WORK ITEM: Only a number is wanted here, namely how many lines of the data contain the string "node".

*** EXCERPTED RECORDS ***

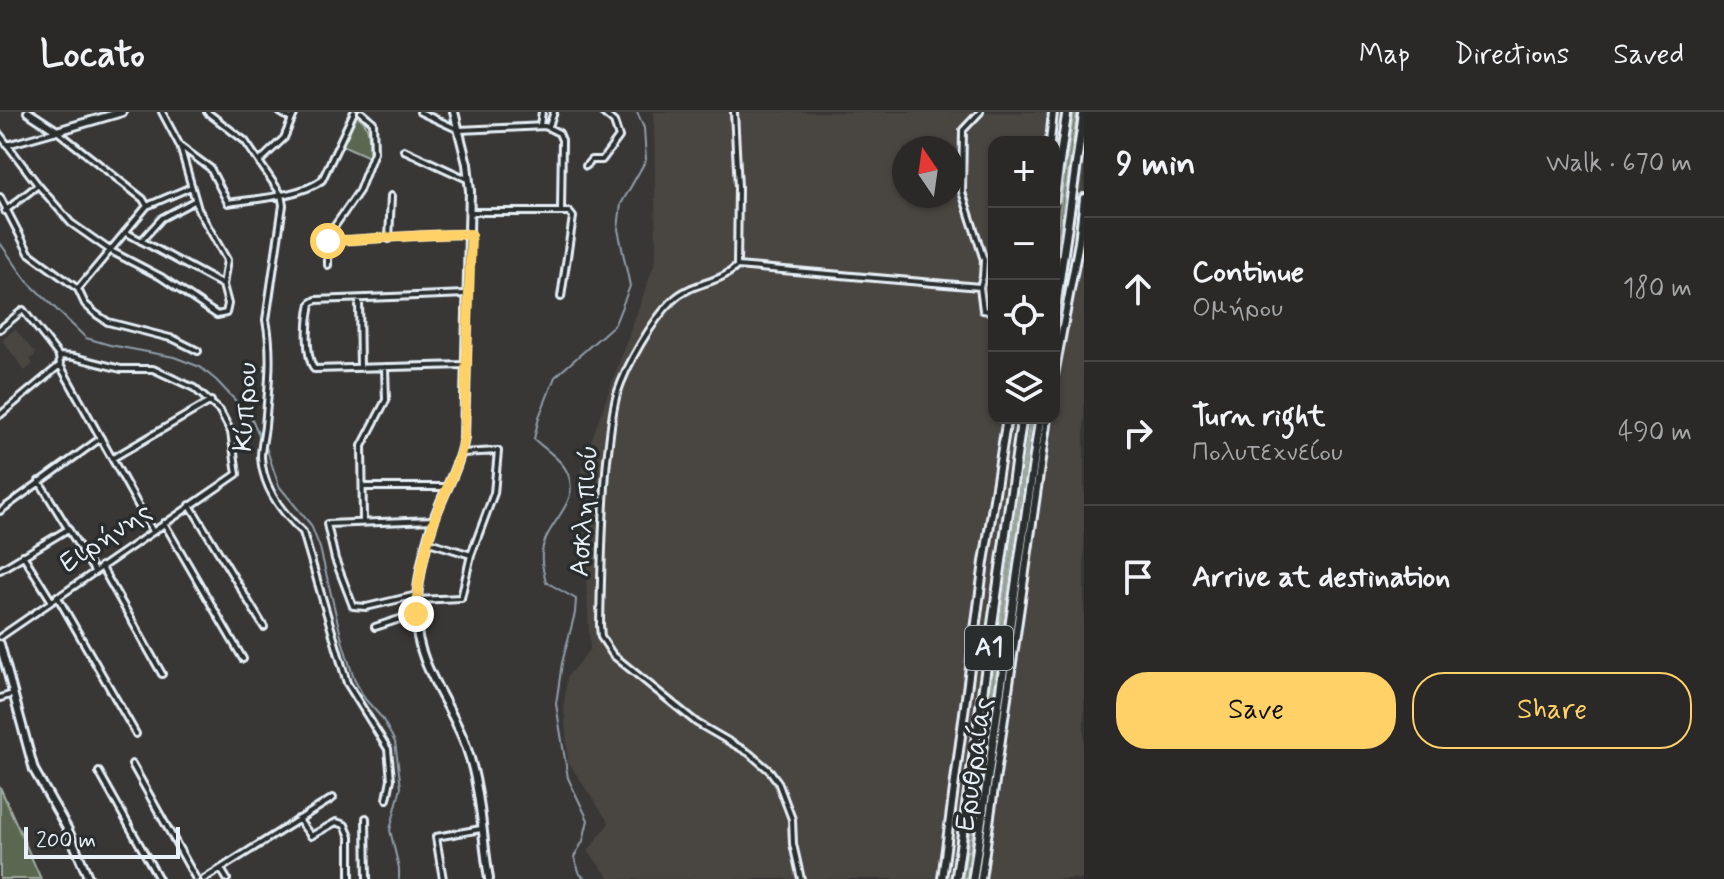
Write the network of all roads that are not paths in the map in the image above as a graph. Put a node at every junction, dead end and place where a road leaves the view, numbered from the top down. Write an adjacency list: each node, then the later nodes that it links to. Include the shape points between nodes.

*** End of EXCERPTED RECORDS ***
*** EXCERPTED RECORDS ***

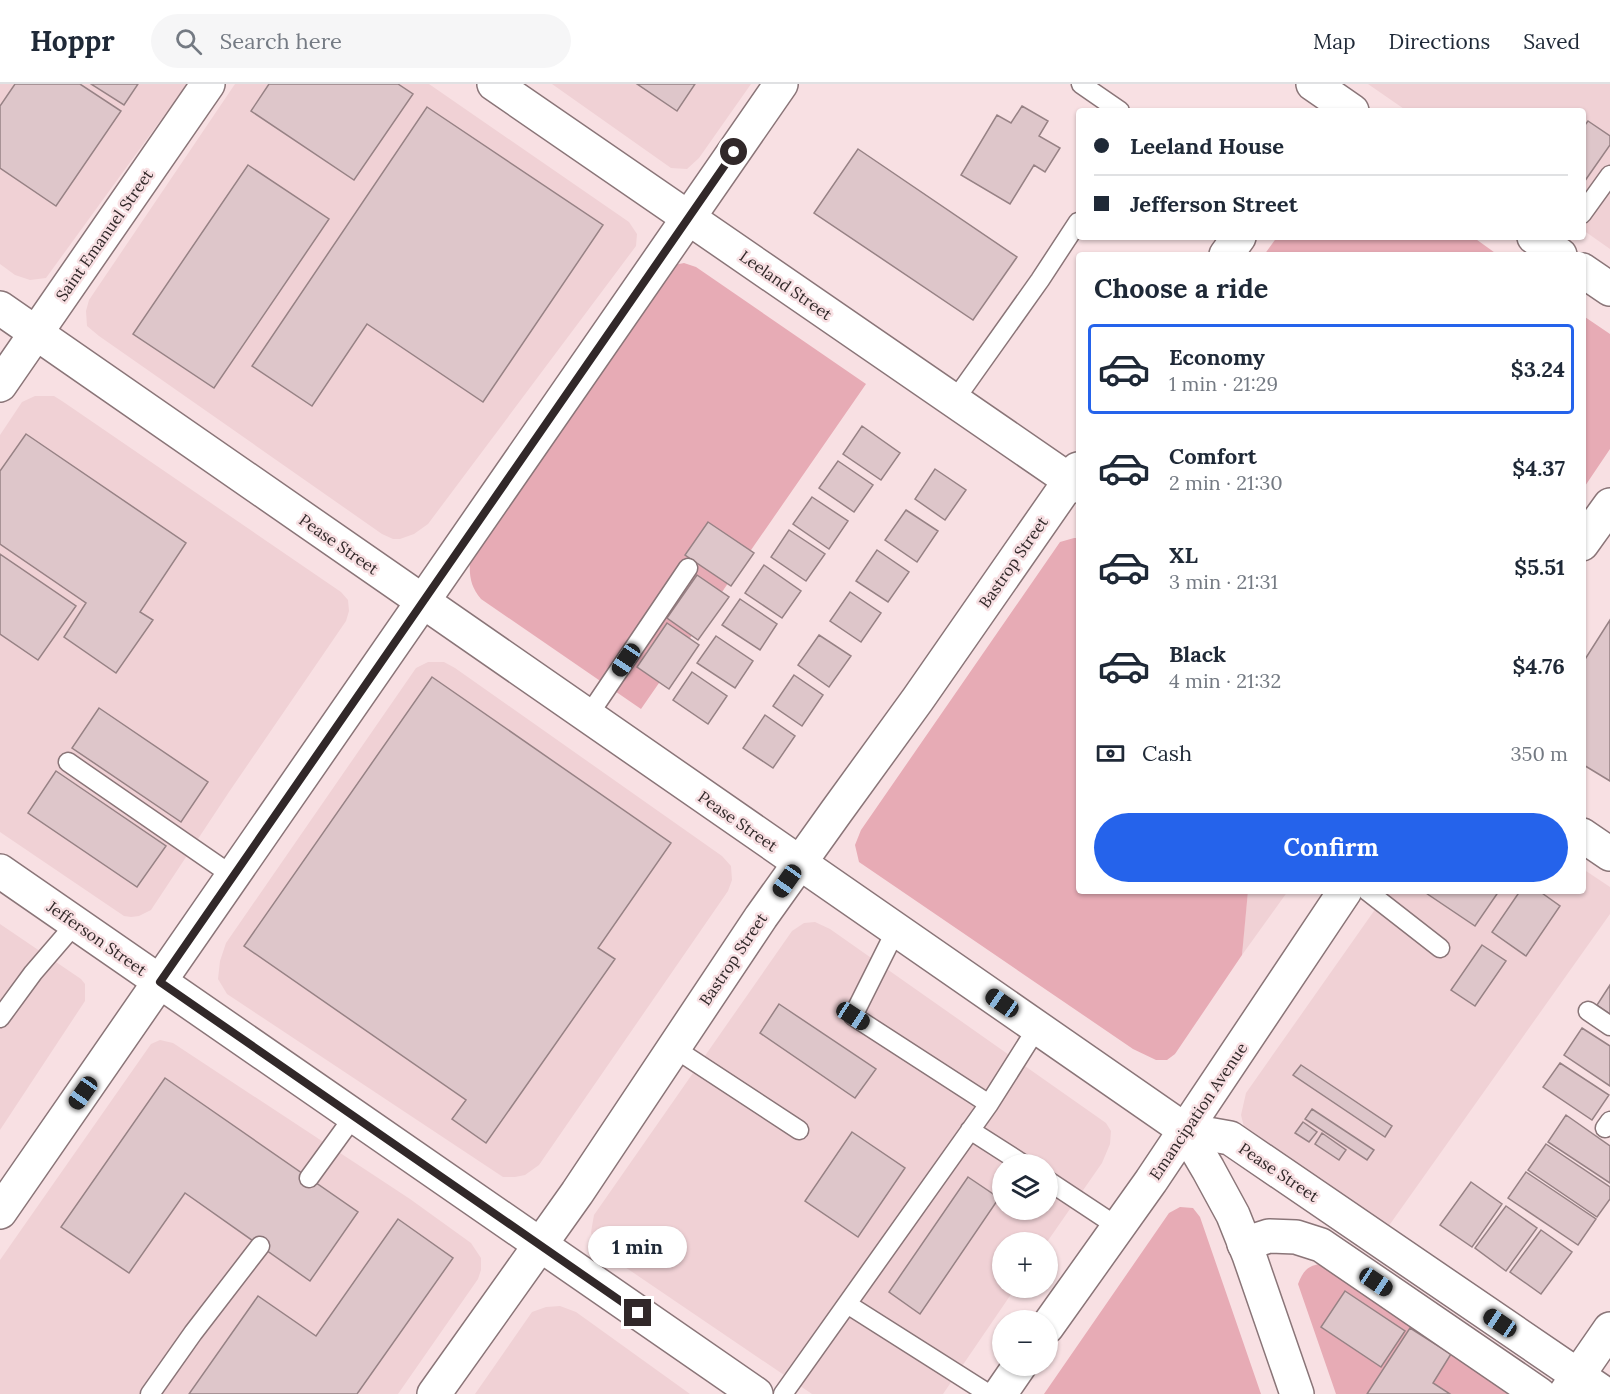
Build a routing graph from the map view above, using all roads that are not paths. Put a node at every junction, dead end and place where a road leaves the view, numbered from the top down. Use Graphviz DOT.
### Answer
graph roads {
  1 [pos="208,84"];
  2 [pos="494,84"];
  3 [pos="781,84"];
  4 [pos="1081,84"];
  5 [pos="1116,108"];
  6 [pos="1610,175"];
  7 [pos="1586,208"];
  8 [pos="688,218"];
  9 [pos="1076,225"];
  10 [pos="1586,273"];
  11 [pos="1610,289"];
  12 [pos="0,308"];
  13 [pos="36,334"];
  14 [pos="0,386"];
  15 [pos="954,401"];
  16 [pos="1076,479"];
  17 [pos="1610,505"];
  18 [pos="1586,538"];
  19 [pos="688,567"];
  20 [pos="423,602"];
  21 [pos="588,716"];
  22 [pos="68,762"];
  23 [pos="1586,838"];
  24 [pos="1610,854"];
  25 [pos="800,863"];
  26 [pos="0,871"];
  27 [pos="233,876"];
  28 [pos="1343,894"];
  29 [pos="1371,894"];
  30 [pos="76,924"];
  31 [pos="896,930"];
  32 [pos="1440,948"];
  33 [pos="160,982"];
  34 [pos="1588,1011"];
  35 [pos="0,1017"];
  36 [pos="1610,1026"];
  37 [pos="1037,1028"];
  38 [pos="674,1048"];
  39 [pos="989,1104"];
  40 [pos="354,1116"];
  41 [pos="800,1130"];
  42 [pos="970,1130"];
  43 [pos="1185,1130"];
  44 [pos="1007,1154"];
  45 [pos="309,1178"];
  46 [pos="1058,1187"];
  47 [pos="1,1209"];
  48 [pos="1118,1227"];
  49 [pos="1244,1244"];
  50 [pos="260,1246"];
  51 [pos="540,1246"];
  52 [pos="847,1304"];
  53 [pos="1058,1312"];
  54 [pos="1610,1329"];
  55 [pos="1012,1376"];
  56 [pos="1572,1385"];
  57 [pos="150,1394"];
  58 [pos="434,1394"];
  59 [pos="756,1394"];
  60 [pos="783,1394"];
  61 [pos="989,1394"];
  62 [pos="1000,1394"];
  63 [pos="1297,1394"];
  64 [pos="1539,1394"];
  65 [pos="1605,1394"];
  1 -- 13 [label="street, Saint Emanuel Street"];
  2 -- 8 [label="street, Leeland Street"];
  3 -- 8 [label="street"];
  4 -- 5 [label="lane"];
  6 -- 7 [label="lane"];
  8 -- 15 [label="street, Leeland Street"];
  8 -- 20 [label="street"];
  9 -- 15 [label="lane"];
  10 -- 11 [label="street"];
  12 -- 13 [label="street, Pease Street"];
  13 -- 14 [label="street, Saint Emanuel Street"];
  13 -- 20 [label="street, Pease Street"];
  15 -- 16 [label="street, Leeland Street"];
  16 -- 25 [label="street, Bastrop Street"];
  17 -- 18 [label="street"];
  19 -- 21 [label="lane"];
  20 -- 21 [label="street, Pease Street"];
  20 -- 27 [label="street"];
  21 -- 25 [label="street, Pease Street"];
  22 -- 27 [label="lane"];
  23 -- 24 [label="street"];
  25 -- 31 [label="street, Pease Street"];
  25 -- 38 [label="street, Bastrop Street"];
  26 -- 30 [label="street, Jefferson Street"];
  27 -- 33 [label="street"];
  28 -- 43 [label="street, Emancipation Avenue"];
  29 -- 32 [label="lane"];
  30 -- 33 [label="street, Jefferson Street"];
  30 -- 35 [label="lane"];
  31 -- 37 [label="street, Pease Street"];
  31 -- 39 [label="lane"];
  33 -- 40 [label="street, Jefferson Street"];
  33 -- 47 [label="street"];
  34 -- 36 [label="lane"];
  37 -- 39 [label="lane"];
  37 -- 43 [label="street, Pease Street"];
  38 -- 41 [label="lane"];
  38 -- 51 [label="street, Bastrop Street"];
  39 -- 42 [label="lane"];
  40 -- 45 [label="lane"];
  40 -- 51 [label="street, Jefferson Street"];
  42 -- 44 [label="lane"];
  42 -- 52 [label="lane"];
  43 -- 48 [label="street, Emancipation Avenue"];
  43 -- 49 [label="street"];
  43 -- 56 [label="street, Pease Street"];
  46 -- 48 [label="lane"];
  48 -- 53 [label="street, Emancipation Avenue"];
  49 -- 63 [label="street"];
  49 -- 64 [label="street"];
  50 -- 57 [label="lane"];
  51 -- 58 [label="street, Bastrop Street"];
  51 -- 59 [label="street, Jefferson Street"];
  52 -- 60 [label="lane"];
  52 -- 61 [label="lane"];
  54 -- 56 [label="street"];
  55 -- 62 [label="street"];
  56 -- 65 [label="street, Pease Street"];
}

*** End of EXCERPTED RECORDS ***

RESULT OF THE EXERCISE: 2